The move, branded a ‘dementia tax’, will see people with assets of £100,000 (US$130,000) or more having to pay for their own social care. The benchmark currently stands at £23,250, but, as the Tories plan to add people’s homes to the equation, many more are expected to be liable to pay.
In return, Prime Minister Theresa May promised no one will have to sell their home to cover care costs during their lifetime.
“This manifesto sets out a vision for Britain’s future not just for the next five years, but beyond,” May says in the manifesto’s foreword.
“The next five years are the most challenging that Britain has faced in my lifetime.”
However, former director of the Institute for Fiscal Studies and government adviser Sir Andrew Dilnot warned the plans don’t address what he views as the major issue.
People will be exposed to rising care costs and there will be “nothing you can do to protect yourself,” including insurance cover.
“They’re tackling completely different questions and the disappointment about these proposals that we’re expecting to hear in the Conservative manifesto later is that they fail to tackle what I’d argue is probably the biggest problem of all in social care, which is that at the moment people are faced with a position of no control,” Dilnot told the Guardian.

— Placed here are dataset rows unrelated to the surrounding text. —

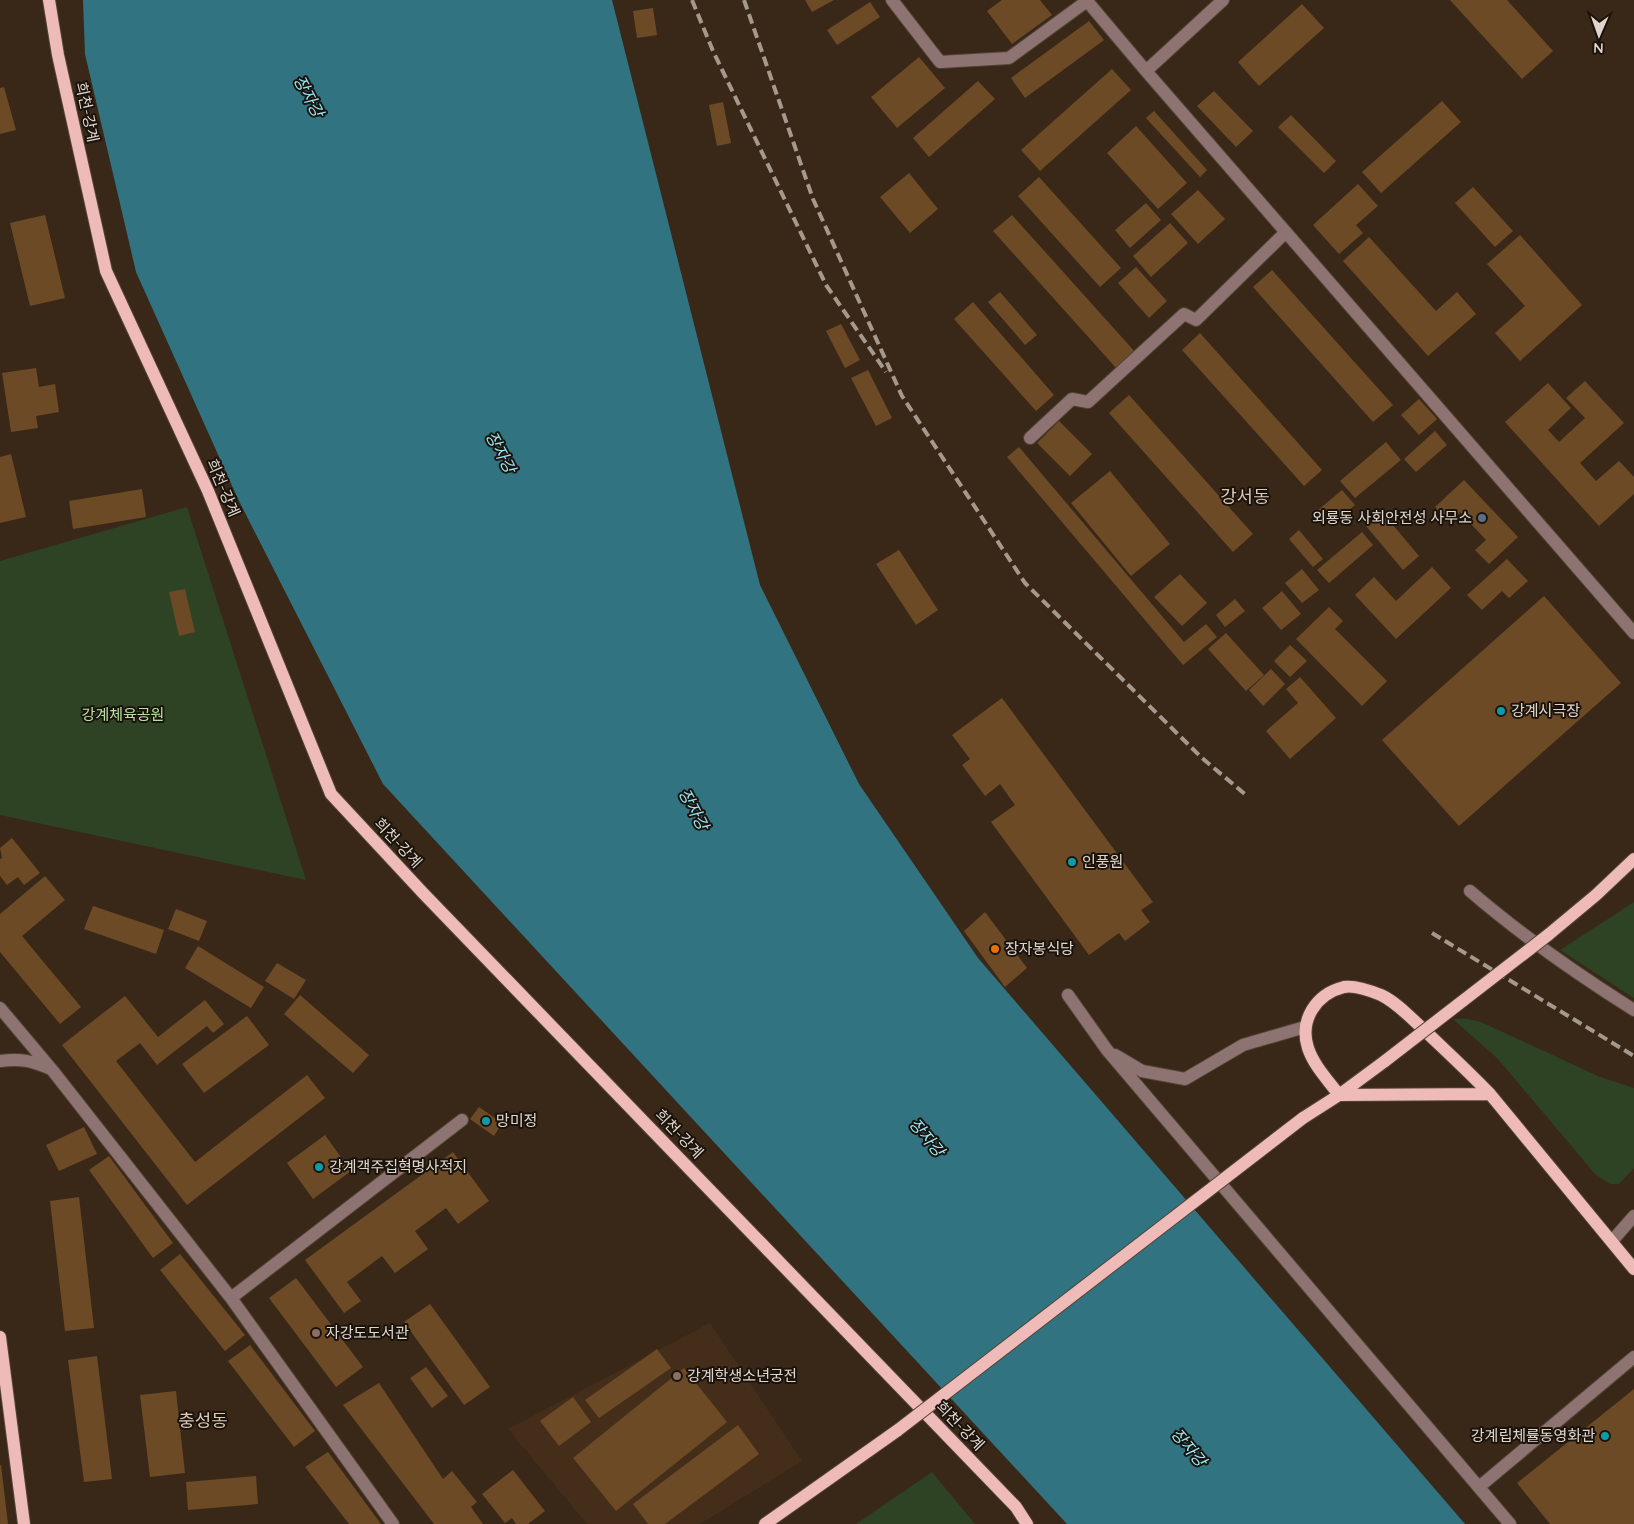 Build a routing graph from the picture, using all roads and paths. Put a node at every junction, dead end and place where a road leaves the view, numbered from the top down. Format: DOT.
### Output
graph roads {
  1 [pos="49,0"];
  2 [pos="892,0"];
  3 [pos="1223,0"];
  4 [pos="1146,71"];
  5 [pos="1286,232"];
  6 [pos="1030,438"];
  7 [pos="1634,634"];
  8 [pos="1634,859"];
  9 [pos="1470,891"];
  10 [pos="1068,995"];
  11 [pos="0,1008"];
  12 [pos="1634,1010"];
  13 [pos="1305,1028"];
  14 [pos="1107,1050"];
  15 [pos="0,1060"];
  16 [pos="53,1070"];
  17 [pos="1490,1094"];
  18 [pos="1339,1095"];
  19 [pos="462,1120"];
  20 [pos="1634,1216"];
  21 [pos="1612,1241"];
  22 [pos="1634,1269"];
  23 [pos="231,1298"];
  24 [pos="0,1337"];
  25 [pos="1634,1357"];
  26 [pos="3,1396"];
  27 [pos="1479,1487"];
  28 [pos="24,1524"];
  29 [pos="393,1524"];
  30 [pos="765,1524"];
  31 [pos="1028,1524"];
  32 [pos="1510,1524"];
  1 -- 31 [label="main road, 희천-강계"];
  2 -- 4 [label="street"];
  3 -- 4 [label="street"];
  4 -- 5 [label="street"];
  5 -- 6 [label="street"];
  5 -- 7 [label="street"];
  8 -- 18 [label="main road, bridge"];
  9 -- 12 [label="street"];
  10 -- 14 [label="street"];
  11 -- 16 [label="street"];
  13 -- 14 [label="street"];
  13 -- 17 [label="main road"];
  13 -- 18 [label="main road"];
  14 -- 27 [label="street"];
  15 -- 16 [label="street"];
  16 -- 23 [label="street"];
  17 -- 18 [label="main road"];
  17 -- 21 [label="main road"];
  18 -- 30 [label="main road, bridge"];
  19 -- 23 [label="street"];
  20 -- 21 [label="street"];
  21 -- 22 [label="main road"];
  23 -- 29 [label="street"];
  24 -- 26 [label="main road"];
  25 -- 27 [label="street"];
  26 -- 28 [label="main road"];
  27 -- 32 [label="street"];
} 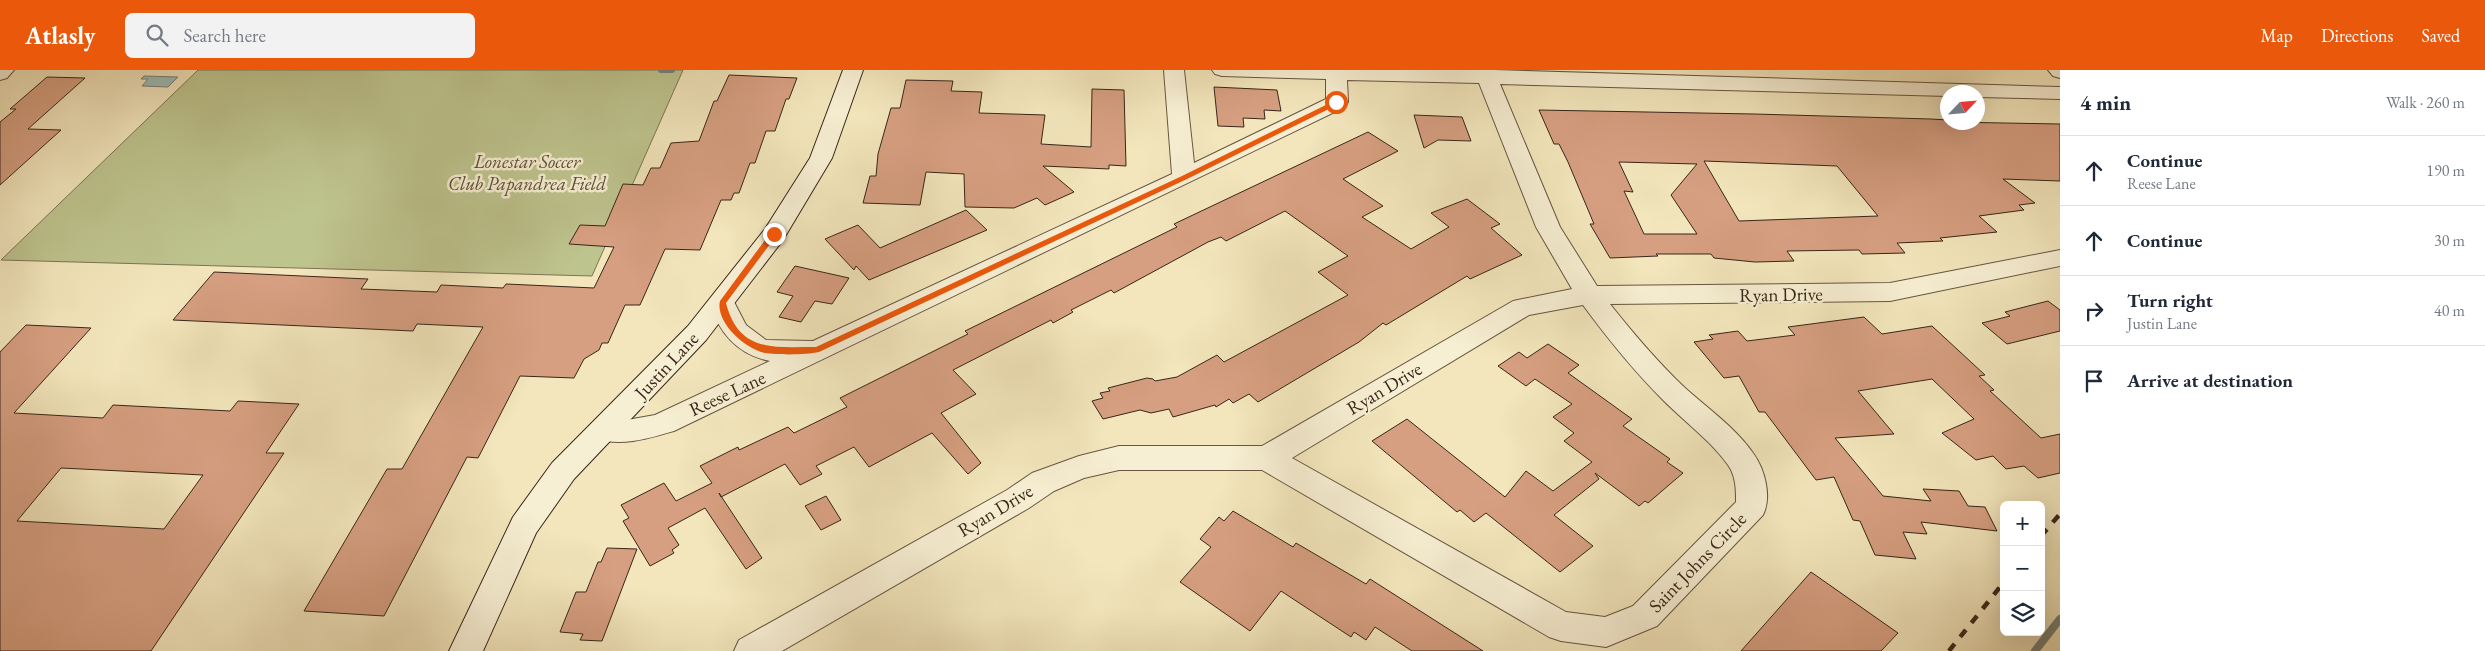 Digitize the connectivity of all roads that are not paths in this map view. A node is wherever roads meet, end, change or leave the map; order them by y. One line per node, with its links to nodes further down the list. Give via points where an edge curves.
1 (4, 70): 6 (street)
2 (853, 70): 13 (street, Justin Lane, via 821,158 774,234)
3 (1174, 70): 10 (street)
4 (1222, 70): 7 (street)
5 (1485, 73): 7 (street); 8 (street); 12 (street, Saint Johns Circle, via 1548,227)
6 (0, 74)
7 (1336, 75): 10 (street, Reese Lane, via 1336,102)
8 (1769, 78): 9 (street)
9 (2060, 93)
10 (1184, 177): 14 (street, Reese Lane)
11 (2060, 258): 12 (street, Ryan Drive, via 1890,292)
12 (1589, 295): 16 (street, Ryan Drive, via 1522,307); 16 (street, Saint Johns Circle, via 1634,352 1727,443 1743,462 1751,485 1752,506 1645,616 1606,632 1561,626)
13 (722, 302): 14 (street, via 730,324 746,341 765,350); 15 (street, Justin Lane, via 661,372)
14 (817, 350): 15 (street, Reese Lane, via 664,423 641,431)
15 (603, 430): 17 (street, Justin Lane, via 563,471 524,526)
16 (1267, 458): 18 (street, Ryan Drive, via 1119,458 1079,468 1043,482)
17 (466, 651)
18 (750, 651) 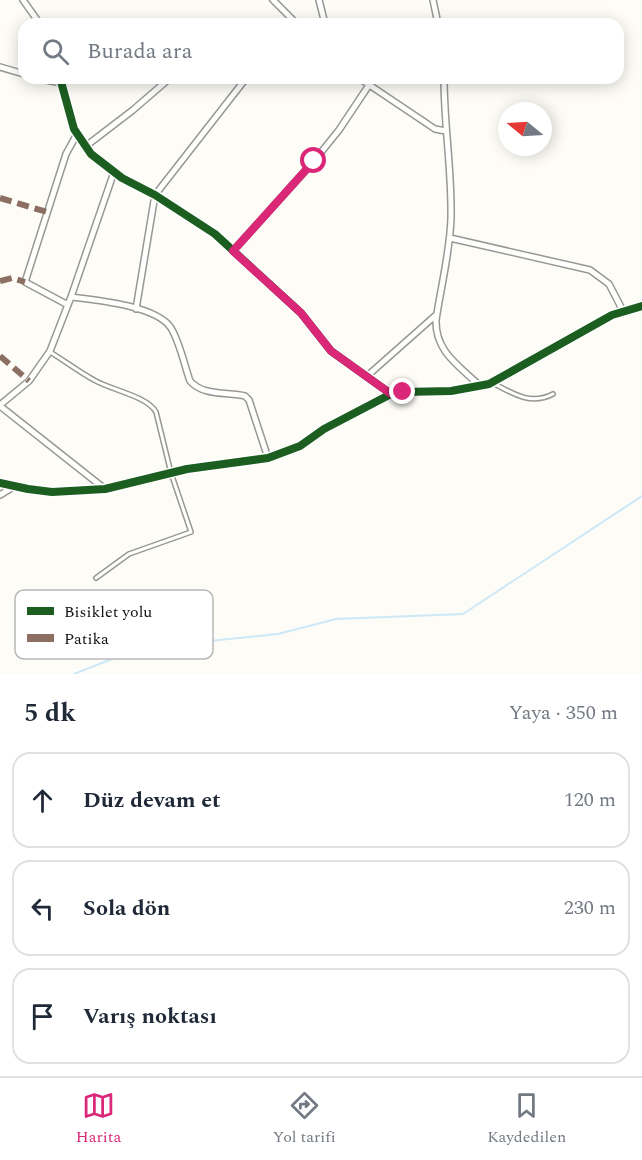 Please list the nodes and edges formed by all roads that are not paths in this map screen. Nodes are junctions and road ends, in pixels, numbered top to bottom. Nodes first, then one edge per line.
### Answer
1 (23, 0) edge
2 (273, 0) edge
3 (319, 0) edge
4 (433, 0) edge
5 (36, 18) edge
6 (291, 18) edge
7 (324, 18) edge
8 (437, 18) edge
9 (0, 67) edge
10 (18, 72) edge
11 (62, 84) edge
12 (163, 84) edge
13 (243, 84) edge
14 (444, 84) edge
15 (369, 85) joint
16 (446, 130) junction
17 (77, 134) junction
18 (86, 146) junction
19 (114, 172) junction
20 (155, 195) junction
21 (450, 238) junction
22 (233, 251) junction
23 (71, 297) junction
24 (68, 305) junction
25 (642, 306) edge
26 (136, 309) junction
27 (623, 311) junction
28 (437, 314) junction
29 (50, 351) junction
30 (366, 377) junction
31 (491, 382) junction
32 (479, 386) junction
33 (391, 394) junction
34 (553, 394) dead end
35 (0, 405) edge
36 (268, 458) junction
37 (171, 472) junction
38 (0, 483) edge
39 (12, 487) junction
40 (105, 489) junction
41 (0, 495) edge
42 (96, 578) dead end

1 - 5 street
2 - 6 street
3 - 7 street
4 - 8 street
9 - 10 street
11 - 17 street
12 - 18 street
13 - 20 street
14 - 16 street
15 - 16 street
15 - 22 street
16 - 21 street
17 - 18 street
17 - 24 street
18 - 19 street
19 - 20 street
19 - 23 street
20 - 22 street
20 - 26 street
21 - 27 street
21 - 28 street
22 - 30 street
23 - 24 street
23 - 26 street
24 - 29 street
25 - 27 street
26 - 36 street
27 - 31 street
28 - 30 street
28 - 32 street
29 - 35 street
29 - 37 lane
30 - 33 street
31 - 32 street
31 - 34 lane
32 - 33 street
33 - 36 street
35 - 40 street
36 - 37 street
37 - 40 street
37 - 42 lane
38 - 39 street
39 - 40 street
39 - 41 street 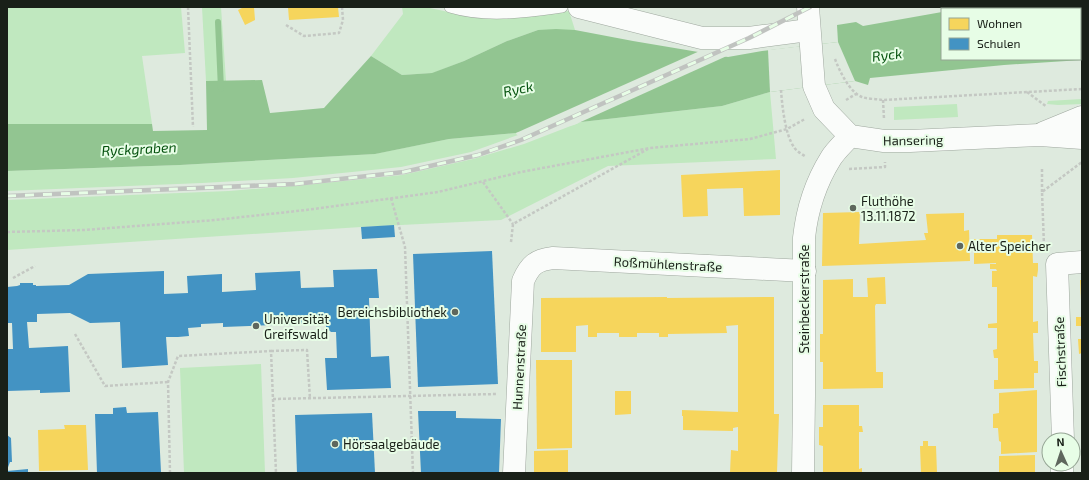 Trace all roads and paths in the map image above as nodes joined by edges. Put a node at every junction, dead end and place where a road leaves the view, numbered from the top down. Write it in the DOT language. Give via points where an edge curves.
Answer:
graph roads {
  1 [pos="188,7"];
  2 [pos="342,7"];
  3 [pos="450,7"];
  4 [pos="562,7"];
  5 [pos="579,7"];
  6 [pos="808,7"];
  7 [pos="286,25"];
  8 [pos="809,38"];
  9 [pos="834,54"];
  10 [pos="1082,89"];
  11 [pos="780,90"];
  12 [pos="1082,117"];
  13 [pos="193,127"];
  14 [pos="787,129"];
  15 [pos="1040,135"];
  16 [pos="850,136"];
  17 [pos="1082,138"];
  18 [pos="794,147"];
  19 [pos="650,148"];
  20 [pos="1082,162"];
  21 [pos="886,167"];
  22 [pos="825,169"];
  23 [pos="1042,169"];
  24 [pos="483,182"];
  25 [pos="1042,192"];
  26 [pos="391,198"];
  27 [pos="513,224"];
  28 [pos="7,232"];
  29 [pos="511,242"];
  30 [pos="1082,262"];
  31 [pos="534,264"];
  32 [pos="1057,264"];
  33 [pos="35,266"];
  34 [pos="805,271"];
  35 [pos="13,278"];
  36 [pos="75,334"];
  37 [pos="271,351"];
  38 [pos="168,382"];
  39 [pos="518,394"];
  40 [pos="410,396"];
  41 [pos="310,398"];
  42 [pos="273,399"];
  43 [pos="1063,432"];
  44 [pos="170,473"];
  45 [pos="276,473"];
  46 [pos="413,473"];
  47 [pos="514,473"];
  48 [pos="802,473"];
  1 -- 13 [label="path"];
  2 -- 7 [label="path" via="344,20 339,33 304,36"];
  3 -- 4 [label="lane" via="481,13 518,13"];
  5 -- 8 [label="street" via="702,38"];
  6 -- 8 [label="street"];
  8 -- 16 [label="street" via="814,86 824,109"];
  9 -- 10 [label="path" via="842,75 856,94 883,100"];
  11 -- 14 [label="path"];
  12 -- 15 [label="street, Hansering"];
  14 -- 18 [label="path"];
  14 -- 19 [label="path" via="750,139"];
  15 -- 16 [label="street, Hansering" via="910,141 884,141"];
  15 -- 17 [label="street, Hansering"];
  16 -- 22 [label="street, Steinbeckerstraße"];
  19 -- 24 [label="path" via="521,172"];
  19 -- 27 [label="path"];
  20 -- 25 [label="path"];
  21 -- 22 [label="path"];
  22 -- 34 [label="street, Steinbeckerstraße" via="806,218"];
  23 -- 25 [label="path"];
  24 -- 26 [label="path" via="438,192"];
  24 -- 27 [label="path"];
  25 -- 32 [label="path" via="1044,249"];
  26 -- 28 [label="path" via="216,220 84,230"];
  26 -- 40 [label="path" via="405,248"];
  27 -- 29 [label="path"];
  30 -- 32 [label="street"];
  31 -- 34 [label="street, Roßmühlenstraße" via="542,259 577,255"];
  31 -- 39 [label="street, Hunnenstraße" via="523,281"];
  32 -- 43 [label="street, Fischstraße"];
  33 -- 35 [label="path"];
  34 -- 48 [label="street, Steinbeckerstraße"];
  36 -- 38 [label="path" via="105,386"];
  37 -- 38 [label="path" via="178,356"];
  37 -- 41 [label="path" via="307,350"];
  37 -- 42 [label="path"];
  38 -- 44 [label="path"];
  39 -- 40 [label="path"];
  39 -- 47 [label="street, Hunnenstraße"];
  40 -- 41 [label="path"];
  40 -- 46 [label="path"];
  41 -- 42 [label="path"];
  42 -- 45 [label="path"];
}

“So people will be left helpless knowing that what will happen is if they’re unlucky enough to suffer the need for care costs, they’ll be entirely on their own until they’re down to the last £100,000, all of their wealth including their house.”
Further key policies in the Tory manifesto include
Lower cap on migration and penalties for companies employing non-EU workers, while these will be asked to pay to make use of the National Health Service (NHS)
Replacing free school lunches for all infants with free school breakfasts for primary school children
Ending winter fuel payments to wealthier pensioners (currently all pensioners qualify for one-off payments up to £300 each winter)
Cutting the so-called “triple lock” on pensions to a “double lock” while the state pension rises to the higher of average earnings or inflations – but not by 2.5 percent if they’re lower than that
Binning former PM David Cameron's promise not to raise income tax, national insurance or VAT
“People are rightly sceptical of politicians who claim to have easy answers to deeply complex problems. It is the responsibility of leaders to be straight with people about the challenges ahead and the hard work required to overcome them,” May added in the manifesto document.
Labour preceded the Conservative manifesto launch with their own ‘One Tory Manifesto. Two years of Failure. 50 Broken Promises’ dossier on Thursday morning.
“Theresa May pretends otherwise, but she is a politician with a track record of failure and broken promises. From the economy to the NHS, and policing to schools, Theresa May’s Tories have failed again and again to deliver on the pledges they made,” said Labour’s national election coordinator Andrew Gwynne.
“They made promises, they quickly broke them; they would do so again. The Tories can’t be trusted. Britain cannot afford five more years of them and their broken promises.”
“Nothing strong & stable about removing free school meals, a death tax for social care, pensions triple lock removal or return of fox hunting,” tweeted his colleague, Shadow Education Secretary Angela Rayner.